The park was first gazetted in 1925, as a small area bounded by Karisimbi, Bisoke and Mikeno, intended to protect the gorillas from poachers. It was the very first National Park to be created in Africa. Subsequently, in 1929, the borders of the park were extended further into Rwanda and into the Belgian Congo, to form the Albert National Park, a huge area of 8090 km2, run by the Belgian colonial authorities who were in charge of both colonies.[1] In 1958, 700 hectares of the park were cleared for a human settlement.[2]

Between 1969 and 1973, 1,050 hectares of the park were cleared to grow pyrethrum.[2]

The park later became the base for the American naturalist Dian Fossey to carry out her research into the gorillas. She arrived in 1967 and set up the Karisoke Research Centre between Karisimbi and Visoke. From then on she spent most of her time in the park, and is widely credited with saving the gorillas from extinction by bringing their plight to the attention of the international community.

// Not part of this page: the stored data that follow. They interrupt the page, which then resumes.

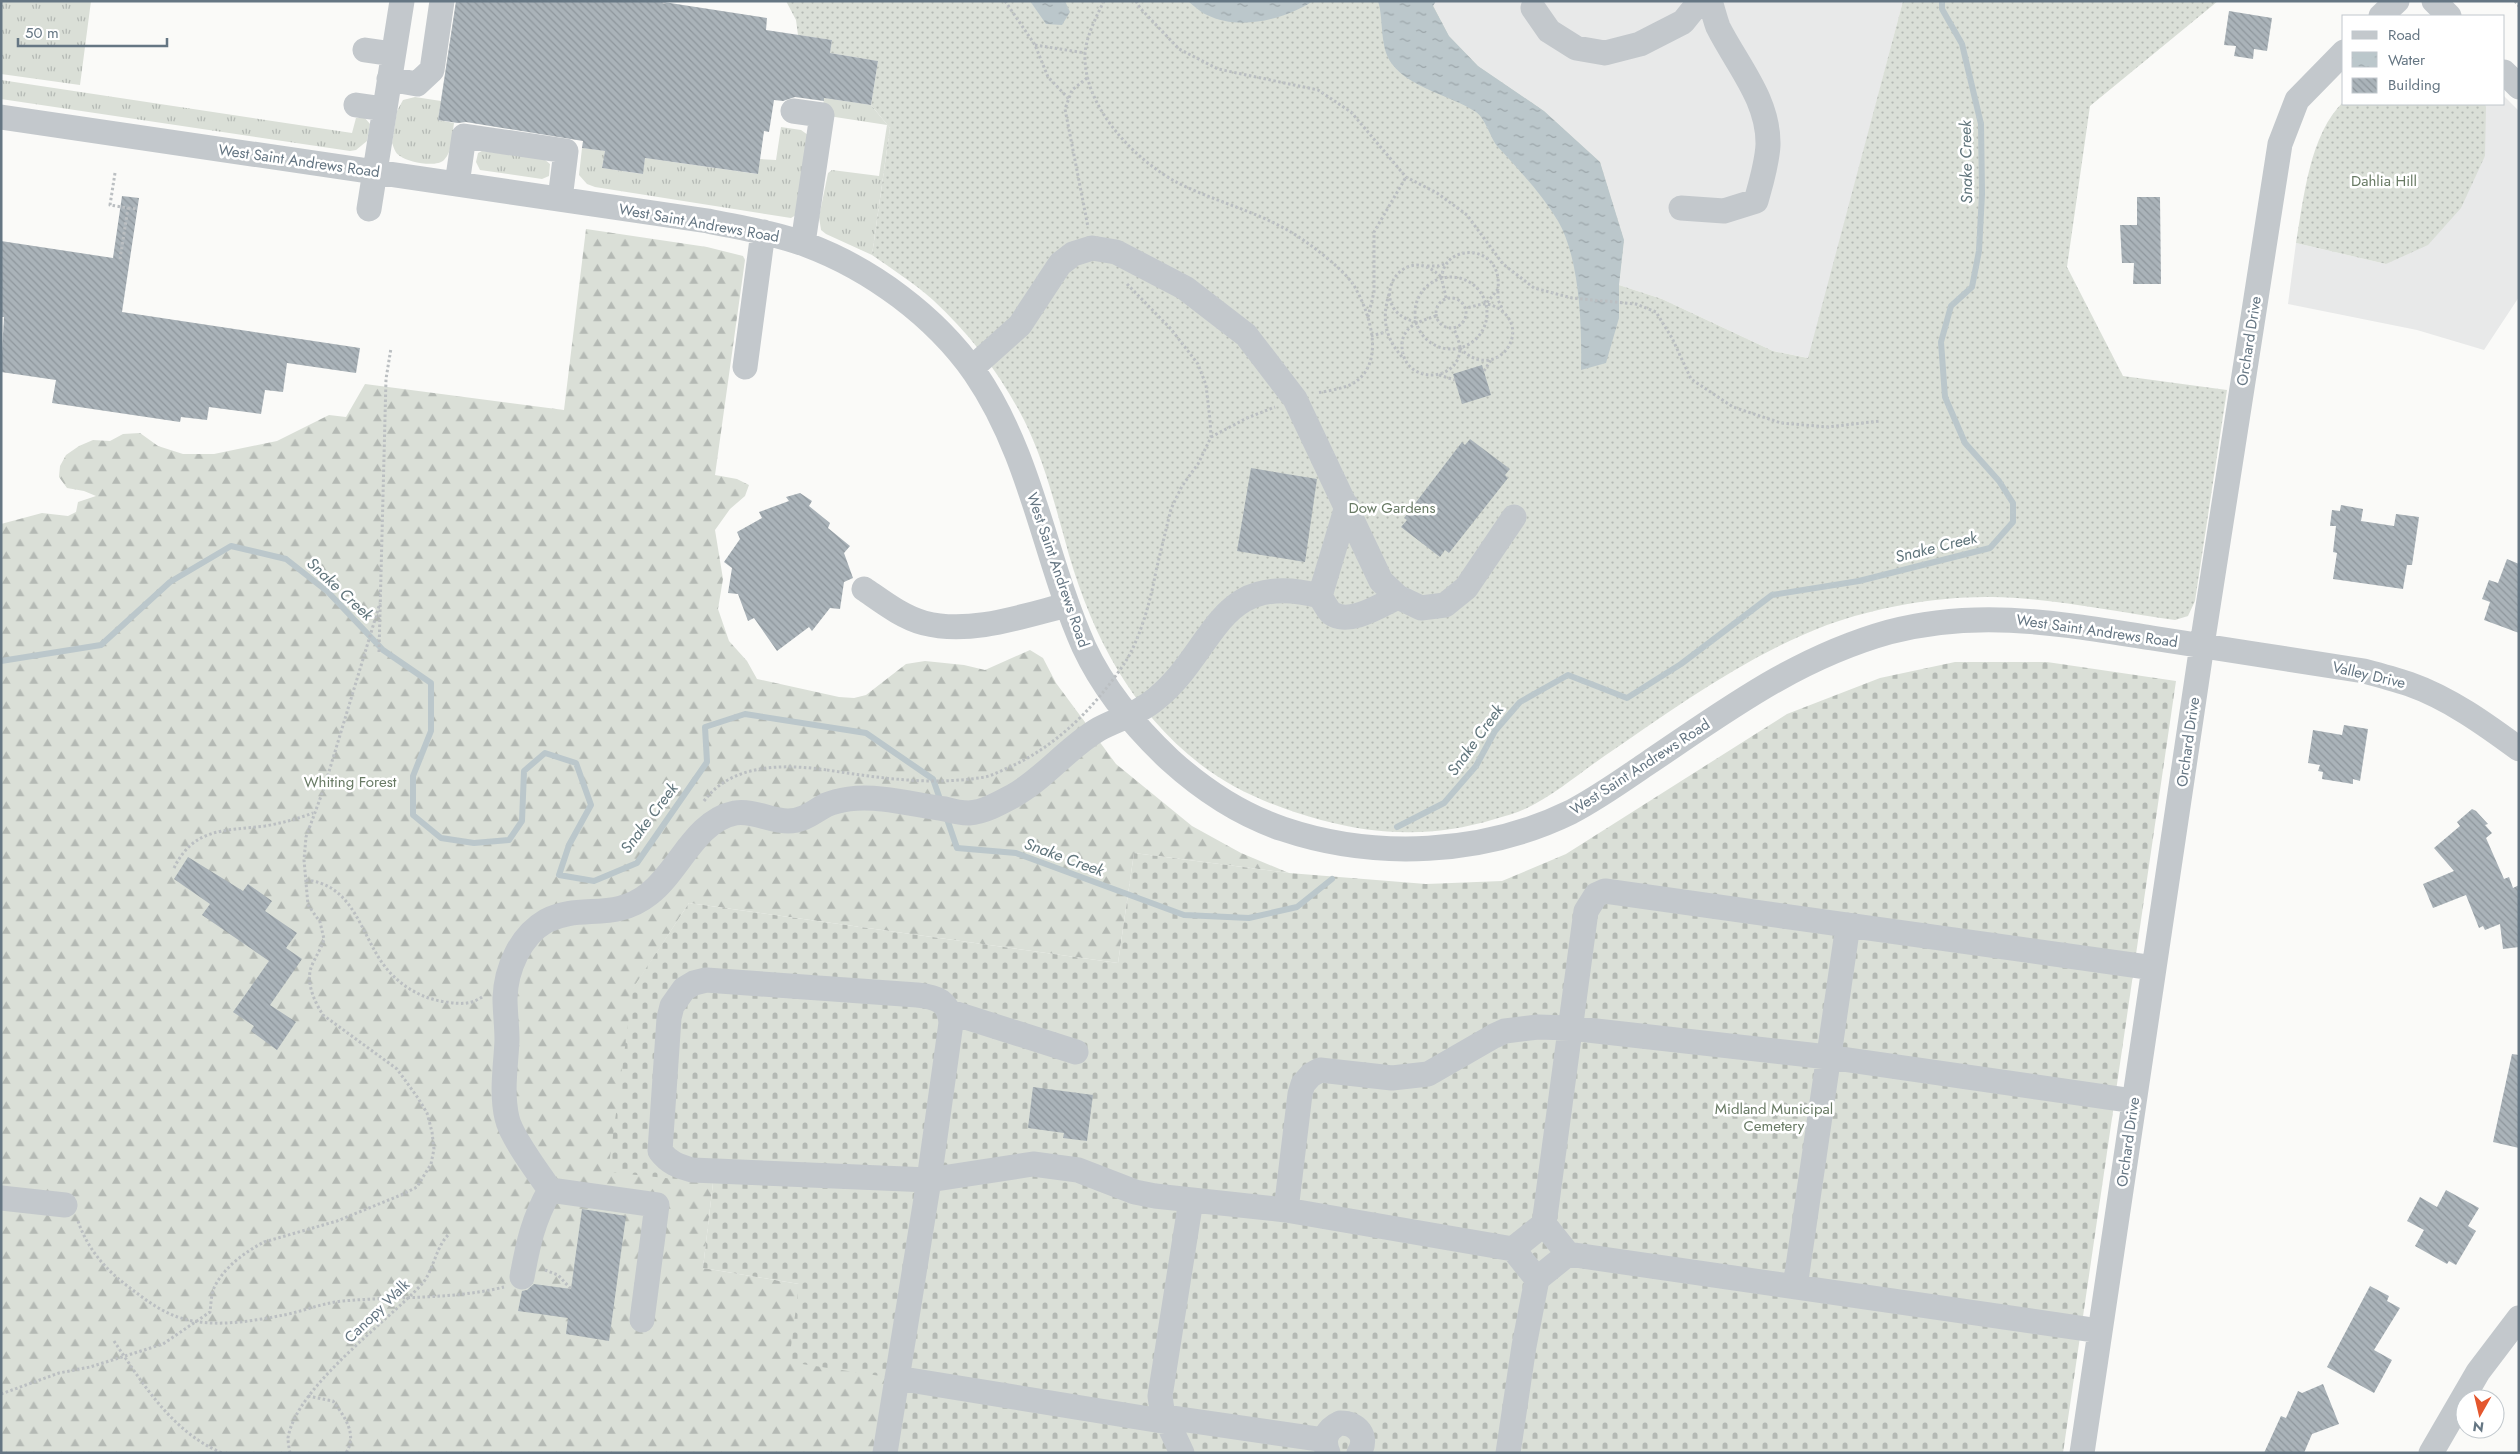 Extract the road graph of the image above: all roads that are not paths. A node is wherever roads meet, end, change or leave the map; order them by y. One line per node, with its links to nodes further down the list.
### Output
1 (402, 1): 11 (street)
2 (442, 1): 14 (street)
3 (1700, 1): 7 (street)
4 (1710, 1): 23 (street)
5 (2397, 1): 8 (street)
6 (2434, 1): 9 (street)
7 (1533, 8)
8 (2382, 15)
9 (2447, 15)
10 (365, 50): 11 (street)
11 (393, 54): 14 (street)
12 (2342, 54): 35 (street, Orchard Drive)
13 (2505, 73): 15 (street)
14 (389, 79): 17 (street)
15 (2519, 87)
16 (356, 105): 17 (street)
17 (384, 108): 20 (street)
18 (793, 111): 26 (street)
19 (1, 117): 20 (street, West Saint Andrews Road)
20 (374, 172): 21 (street, West Saint Andrews Road); 24 (street)
21 (457, 184): 22 (street, West Saint Andrews Road); 22 (street)
22 (560, 199): 25 (street, West Saint Andrews Road)
23 (1681, 208)
24 (369, 209)
25 (762, 232): 26 (street, West Saint Andrews Road); 27 (street)
26 (803, 243): 28 (street, West Saint Andrews Road)
27 (745, 367)
28 (972, 368): 29 (street); 34 (street, West Saint Andrews Road)
29 (1347, 506): 32 (street); 33 (street)
30 (1514, 517): 33 (street)
31 (864, 589): 34 (street)
32 (1320, 596): 33 (street); 36 (street)
33 (1398, 597)
34 (1067, 605): 36 (street, West Saint Andrews Road)
35 (2202, 646): 36 (street, West Saint Andrews Road); 37 (street, Valley Drive); 39 (street, Orchard Drive)
36 (1127, 717): 46 (street)
37 (2519, 749)
38 (1848, 925): 39 (street); 41 (street); 43 (street)
39 (2154, 968): 44 (street, Orchard Drive)
40 (950, 1012): 42 (street); 45 (street); 45 (street)
41 (1570, 1028): 43 (street); 50 (street); 51 (street)
42 (1076, 1052)
43 (1828, 1057): 44 (street); 56 (street)
44 (2134, 1101): 59 (street, Orchard Drive)
45 (929, 1180): 48 (street); 60 (street)
46 (550, 1190): 54 (street); 58 (street)
47 (1, 1198): 49 (street)
48 (1191, 1200): 50 (street); 61 (street)
49 (66, 1205)
50 (1286, 1210): 52 (street)
51 (1544, 1224): 52 (street); 53 (street)
52 (1514, 1248): 55 (street)
53 (1568, 1254): 55 (street); 56 (street)
54 (522, 1277)
55 (1537, 1278): 66 (street)
56 (1795, 1287): 59 (street)
57 (2519, 1318): 68 (street)
58 (642, 1320)
59 (2100, 1331): 67 (street, Orchard Drive)
60 (897, 1378): 61 (street); 63 (street)
61 (1167, 1419): 62 (street); 64 (street)
62 (1326, 1446): 65 (street)
63 (886, 1453)
64 (1182, 1453)
65 (1359, 1453)
66 (1508, 1453)
67 (2082, 1453)
68 (2431, 1453)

She was murdered by unknown assailants at her home in 1985, a crime often attributed to the poachers she had spent her life fighting against.[3] Fossey’s life later was portrayed on the big screen in the film Gorillas in the Mist, named after her autobiography. She is buried in the park in a grave close to the research center, and amongst the gorillas which became her life.

The Volcanoes National Park became a battlefield during the Rwandan Civil War, with the park headquarters being attacked in 1992. The research centre was abandoned, and all tourist activities (including visiting the gorillas) were stopped. They did not resume again until 1999 when the area was deemed to be safe and under control. There have been occasional infiltrations by Rwandan rebels from the Democratic Forces for the Liberation of Rwanda in subsequent years, but these are always stopped quickly by the Rwandan army and there is thought to be no threat to tourism in the park.